I could at least buy a newspaper.
That's not much to ask anyone.
For Lassie O'Shea, the memory of McTeagle is still alive. He wrote her two poems between January and April 1969.

Lassie (Eric Idle):

To Ma Own beloved Lassie.
A poem on her 17th Birthday.
Lend us a couple of bob till Thursday.
I'm absolutely skint.
But I'm expecting a postal order
and I can pay you back as soon as it comes.
Love Ewan.
Critic: Since then, McTeagle has developed and widened his literary scope. Three years ago he concerned himself with still quite small sums -- quick bits of ready cash: sixpences, shillings, but more recently he has turned his extraordinary literary perception to much larger sums -- fifteen shillings, £4.12.6d ... even nine guineas ... But there is still nothing to match the huge sweep, the majestic power of what is surely his greatest work: "Can I have fifty pounds to mend the shed?"

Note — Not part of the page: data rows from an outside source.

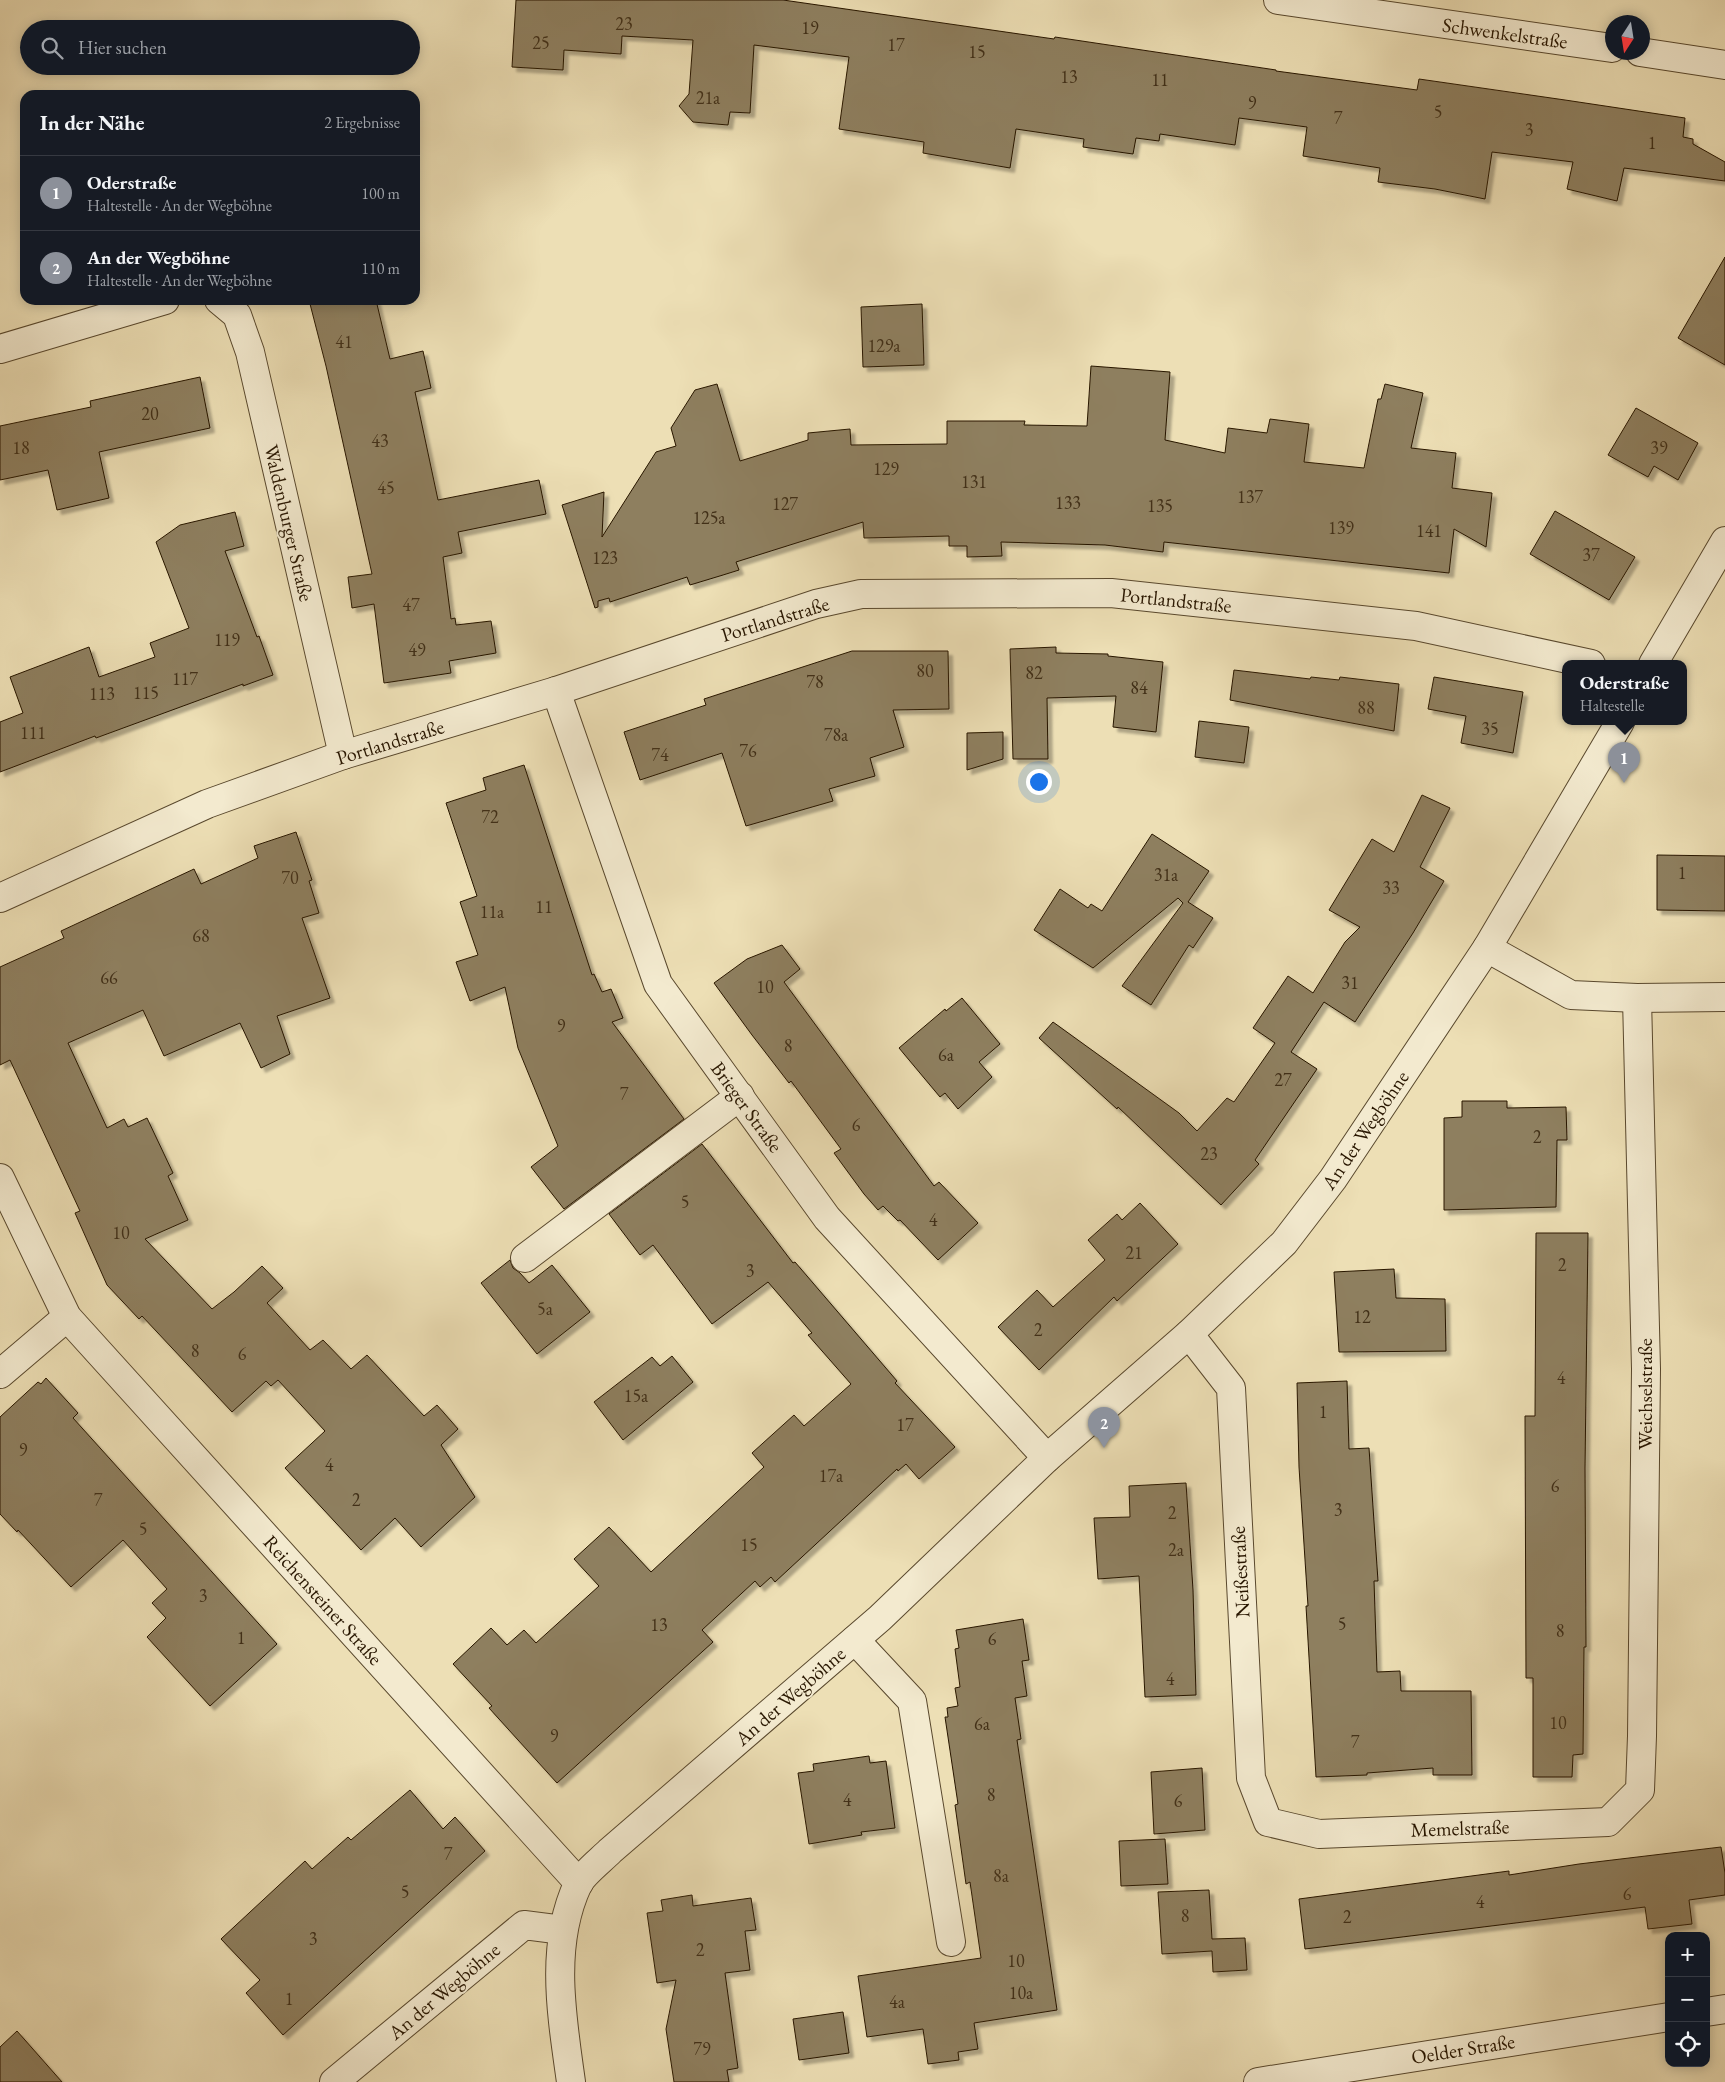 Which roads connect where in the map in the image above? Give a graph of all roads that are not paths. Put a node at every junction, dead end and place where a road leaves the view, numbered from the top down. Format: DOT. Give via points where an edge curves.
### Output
graph roads {
  1 [pos="1278,0"];
  2 [pos="1605,47"];
  3 [pos="1650,54"];
  4 [pos="1725,65"];
  5 [pos="148,305"];
  6 [pos="224,305"];
  7 [pos="0,349"];
  8 [pos="1725,541"];
  9 [pos="1573,660"];
  10 [pos="1655,660"];
  11 [pos="556,691"];
  12 [pos="1618,725"];
  13 [pos="343,755"];
  14 [pos="0,898"];
  15 [pos="1487,948"];
  16 [pos="1725,997"];
  17 [pos="1637,998"];
  18 [pos="740,1096"];
  19 [pos="0,1178"];
  20 [pos="525,1258"];
  21 [pos="67,1318"];
  22 [pos="1189,1334"];
  23 [pos="0,1374"];
  24 [pos="1047,1458"];
  25 [pos="855,1640"];
  26 [pos="1640,1790"];
  27 [pos="1268,1822"];
  28 [pos="578,1883"];
  29 [pos="563,1930"];
  30 [pos="951,1942"];
  31 [pos="1725,2009"];
  32 [pos="1710,2011"];
  33 [pos="1665,2018"];
  34 [pos="334,2082"];
  35 [pos="571,2082"];
  36 [pos="1258,2082"];
  1 -- 2 [label="street, Schwenkelstraße"];
  3 -- 4 [label="street"];
  5 -- 7 [label="street"];
  6 -- 13 [label="street, Waldenburger Straße" via="237,315 250,352"];
  8 -- 10 [label="street"];
  9 -- 11 [label="street, Portlandstraße" via="1416,626 1112,593 861,594 816,604"];
  11 -- 13 [label="street, Portlandstraße"];
  11 -- 18 [label="street, Brieger Straße" via="658,984"];
  12 -- 15 [label="street, An der Wegböhne"];
  13 -- 14 [label="street, Portlandstraße" via="207,804"];
  15 -- 17 [label="street" via="1572,995"];
  15 -- 22 [label="street, An der Wegböhne" via="1333,1179 1284,1243"];
  16 -- 17 [label="street"];
  17 -- 26 [label="street, Weichselstraße" via="1646,1369"];
  18 -- 20 [label="street"];
  18 -- 24 [label="street, Brieger Straße" via="827,1218"];
  19 -- 21 [label="street, Reichensteiner Straße"];
  21 -- 23 [label="street"];
  21 -- 28 [label="street, Reichensteiner Straße"];
  22 -- 24 [label="street, An der Wegböhne"];
  22 -- 27 [label="street, Neißestraße" via="1231,1388 1250,1778"];
  24 -- 25 [label="street, An der Wegböhne"];
  25 -- 28 [label="street, An der Wegböhne" via="610,1851"];
  25 -- 30 [label="street" via="912,1702"];
  26 -- 27 [label="street, Memelstraße" via="1608,1822 1319,1834"];
  28 -- 29 [label="street, An der Wegböhne"];
  29 -- 34 [label="street, An der Wegböhne" via="524,1925"];
  29 -- 35 [label="street, An der Wegböhne" via="560,1980"];
  31 -- 32 [label="street"];
  33 -- 36 [label="street, Oelder Straße"];
} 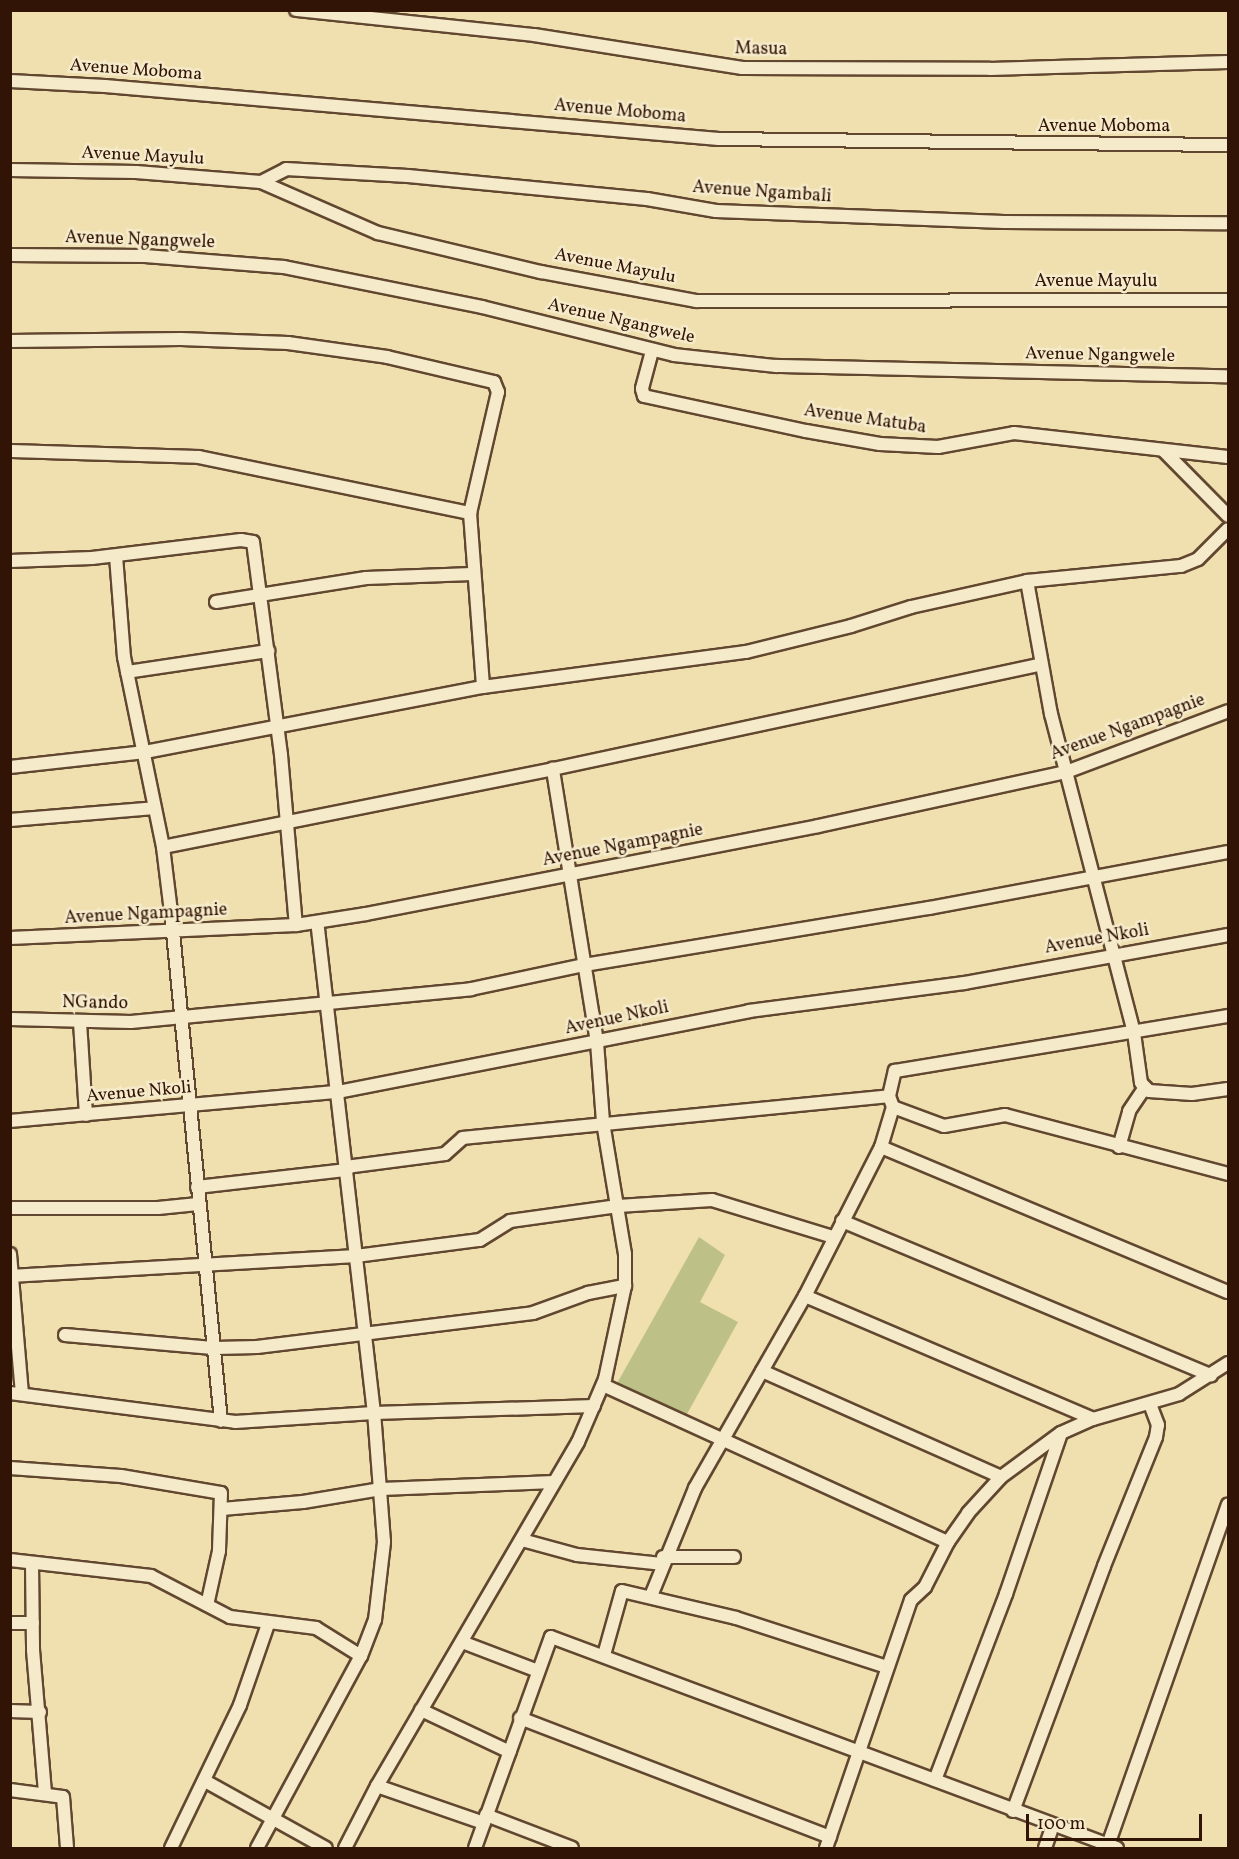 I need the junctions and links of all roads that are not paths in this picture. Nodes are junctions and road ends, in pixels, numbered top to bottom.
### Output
1 (296, 10) edge
2 (1228, 62) edge
3 (10, 81) edge
4 (1228, 145) edge
5 (10, 170) edge
6 (261, 182) junction
7 (1228, 223) edge
8 (10, 255) edge
9 (1228, 300) edge
10 (10, 341) edge
11 (652, 351) junction
12 (1228, 376) edge
13 (10, 451) edge
14 (1164, 451) junction
15 (1228, 457) edge
16 (470, 513) junction
17 (1228, 516) edge
18 (1228, 529) edge
19 (116, 556) junction
20 (10, 561) edge
21 (472, 574) junction
22 (1027, 581) junction
23 (261, 596) junction
24 (216, 602) dead end
25 (268, 651) junction
26 (1040, 665) junction
27 (127, 672) junction
28 (483, 687) junction
29 (1228, 711) edge
30 (277, 725) junction
31 (145, 752) junction
32 (10, 767) edge
33 (553, 769) junction
34 (1066, 772) junction
35 (155, 808) junction
36 (10, 820) edge
37 (289, 822) junction
38 (163, 846) junction
39 (1228, 852) edge
40 (569, 876) junction
41 (1095, 877) junction
42 (317, 923) junction
43 (296, 925) junction
44 (172, 933) junction
45 (1228, 935) edge
46 (10, 938) edge
47 (1111, 956) junction
48 (584, 965) junction
49 (328, 1004) junction
50 (1228, 1016) edge
51 (180, 1019) junction
52 (10, 1020) edge
53 (80, 1022) junction
54 (1134, 1033) junction
55 (597, 1042) junction
56 (1144, 1089) junction
57 (1228, 1089) edge
58 (338, 1092) junction
59 (891, 1102) junction
60 (191, 1107) junction
61 (86, 1115) junction
62 (10, 1121) edge
63 (603, 1122) junction
64 (882, 1147) junction
65 (1119, 1148) junction
66 (346, 1168) junction
67 (1228, 1174) edge
68 (197, 1187) junction
69 (198, 1204) junction
70 (618, 1206) junction
71 (10, 1208) edge
72 (842, 1221) junction
73 (833, 1237) junction
74 (10, 1254) edge
75 (356, 1256) junction
76 (207, 1266) junction
77 (12, 1276) edge
78 (625, 1286) junction
79 (1228, 1292) edge
80 (805, 1296) junction
81 (65, 1335) dead end
82 (365, 1335) junction
83 (215, 1348) junction
84 (1228, 1363) edge
85 (762, 1371) junction
86 (1211, 1375) junction
87 (603, 1384) junction
88 (16, 1393) edge
89 (1150, 1404) junction
90 (594, 1406) junction
91 (374, 1413) junction
92 (1093, 1419) junction
93 (221, 1421) junction
94 (1061, 1433) junction
95 (724, 1440) junction
96 (10, 1468) edge
97 (1001, 1477) junction
98 (554, 1482) junction
99 (381, 1489) junction
100 (1228, 1504) edge
101 (222, 1509) junction
102 (522, 1540) junction
103 (948, 1542) junction
104 (734, 1557) dead end
105 (10, 1560) edge
106 (663, 1561) junction
107 (32, 1564) junction
108 (651, 1596) junction
109 (207, 1605) junction
110 (10, 1623) edge
111 (33, 1623) junction
112 (268, 1624) junction
113 (462, 1642) junction
114 (604, 1655) junction
115 (361, 1656) junction
116 (887, 1666) junction
117 (538, 1671) junction
118 (421, 1710) junction
119 (10, 1711) edge
120 (40, 1712) junction
121 (520, 1719) junction
122 (510, 1752) junction
123 (860, 1752) junction
124 (935, 1780) junction
125 (205, 1781) junction
126 (377, 1786) junction
127 (10, 1790) edge
128 (45, 1793) junction
129 (1013, 1811) junction
130 (273, 1818) junction
131 (485, 1819) junction
132 (1053, 1825) junction
133 (828, 1843) edge
134 (1113, 1847) edge
135 (67, 1848) edge
136 (171, 1848) edge
137 (257, 1848) edge
138 (326, 1848) edge
139 (345, 1848) edge
140 (475, 1848) edge
141 (573, 1848) edge
142 (1045, 1848) edge

1 - 2 street, Masua
3 - 4 street, Avenue Moboma
5 - 6 street, Avenue Mayulu
6 - 7 street, Avenue Ngambali
6 - 9 street, Avenue Mayulu
8 - 11 street, Avenue Ngangwele
10 - 16 street
11 - 12 street, Avenue Ngangwele
11 - 14 street, Avenue Matuba
13 - 16 street
14 - 15 street, Avenue Matuba
14 - 17 street
16 - 21 street
18 - 22 street
19 - 20 street
19 - 23 street
19 - 27 street
21 - 23 street
21 - 28 street
22 - 26 street
22 - 28 street
23 - 24 street
23 - 25 street
25 - 27 street
25 - 30 street
26 - 33 street
26 - 34 street
27 - 31 street
28 - 30 street
29 - 34 street, Avenue Ngampagnie
30 - 31 street
30 - 37 street
31 - 32 street
31 - 35 street
33 - 37 street
33 - 40 street
34 - 40 street, Avenue Ngampagnie
34 - 41 street
35 - 36 street
35 - 38 street
37 - 38 street
37 - 43 street
38 - 44 street
39 - 41 street, NGando
40 - 42 street, Avenue Ngampagnie
40 - 48 street
41 - 47 street
41 - 48 street, NGando
42 - 43 street, Avenue Ngampagnie
42 - 49 street
43 - 44 street, Avenue Ngampagnie
44 - 46 street, Avenue Ngampagnie
44 - 51 street
45 - 47 street, Avenue Nkoli
47 - 54 street
47 - 55 street, Avenue Nkoli
48 - 49 street, NGando
48 - 55 street
49 - 51 street, NGando
49 - 58 street
50 - 54 street
51 - 53 street, NGando
51 - 60 street
52 - 53 street, NGando
53 - 61 street
54 - 56 street
54 - 59 street
55 - 58 street, Avenue Nkoli
55 - 63 street
56 - 57 street
56 - 65 street
58 - 60 street, Avenue Nkoli
58 - 66 street
59 - 63 street
59 - 64 street
59 - 65 street
60 - 61 street, Avenue Nkoli
60 - 68 street
61 - 62 street, Avenue Nkoli
63 - 66 street
63 - 70 street
64 - 72 street
64 - 79 street
65 - 67 street
66 - 68 street
66 - 75 street
68 - 69 street
69 - 71 street
69 - 76 street
70 - 73 street
70 - 75 street
70 - 78 street
72 - 73 street
72 - 86 street
73 - 80 street
74 - 77 street
75 - 76 street
75 - 82 street
76 - 77 street
76 - 83 street
77 - 88 street
78 - 82 street
78 - 87 street
80 - 85 street
80 - 92 street
81 - 83 street
82 - 83 street
82 - 91 street
83 - 93 street
84 - 86 street
85 - 95 street
85 - 97 street
86 - 89 street
87 - 90 street
87 - 95 street
88 - 93 street
89 - 92 street
89 - 129 street
90 - 91 street
90 - 98 street
91 - 93 street
91 - 99 street
92 - 94 street
94 - 97 street
94 - 124 street
95 - 103 street
95 - 106 street
96 - 101 street
97 - 103 street
98 - 99 street
98 - 102 street
99 - 101 street
99 - 115 street
100 - 134 street
101 - 109 street
102 - 106 street
102 - 113 street
103 - 116 street
104 - 106 street
105 - 107 street
106 - 108 street
107 - 109 street
107 - 111 street
108 - 114 street
108 - 116 street
109 - 112 street
110 - 111 street
111 - 120 street
112 - 115 street
112 - 125 street
113 - 117 street
113 - 118 street
114 - 117 street
114 - 123 street
115 - 130 street
116 - 123 street
117 - 121 street
118 - 122 street
118 - 126 street
119 - 120 street
120 - 128 street
121 - 122 street
121 - 133 street
122 - 131 street
123 - 124 street
123 - 133 street
124 - 129 street
125 - 130 street
125 - 136 street
126 - 131 street
126 - 139 street
127 - 128 street
128 - 135 street
129 - 132 street
130 - 137 street
130 - 138 street
131 - 140 street
131 - 141 street
132 - 134 street
132 - 142 street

Single dramatic actor in black leotard:

Can I have £50 to mend the shed?
I'm right on my uppers.
I can pay you back
When this postal order comes from Australia.
Hope the bladder trouble's getting better.
Love, Ewan.
There seems to be no end to McTeagle's poetic invention. "My new checque book hasn't arrived" was followed up by the brilliantly allegorical "What's twenty quid to the bloody Midland Bank?" and more recently his prizewinning poem to the Arts Council: "Can you lend me one thousand quid?"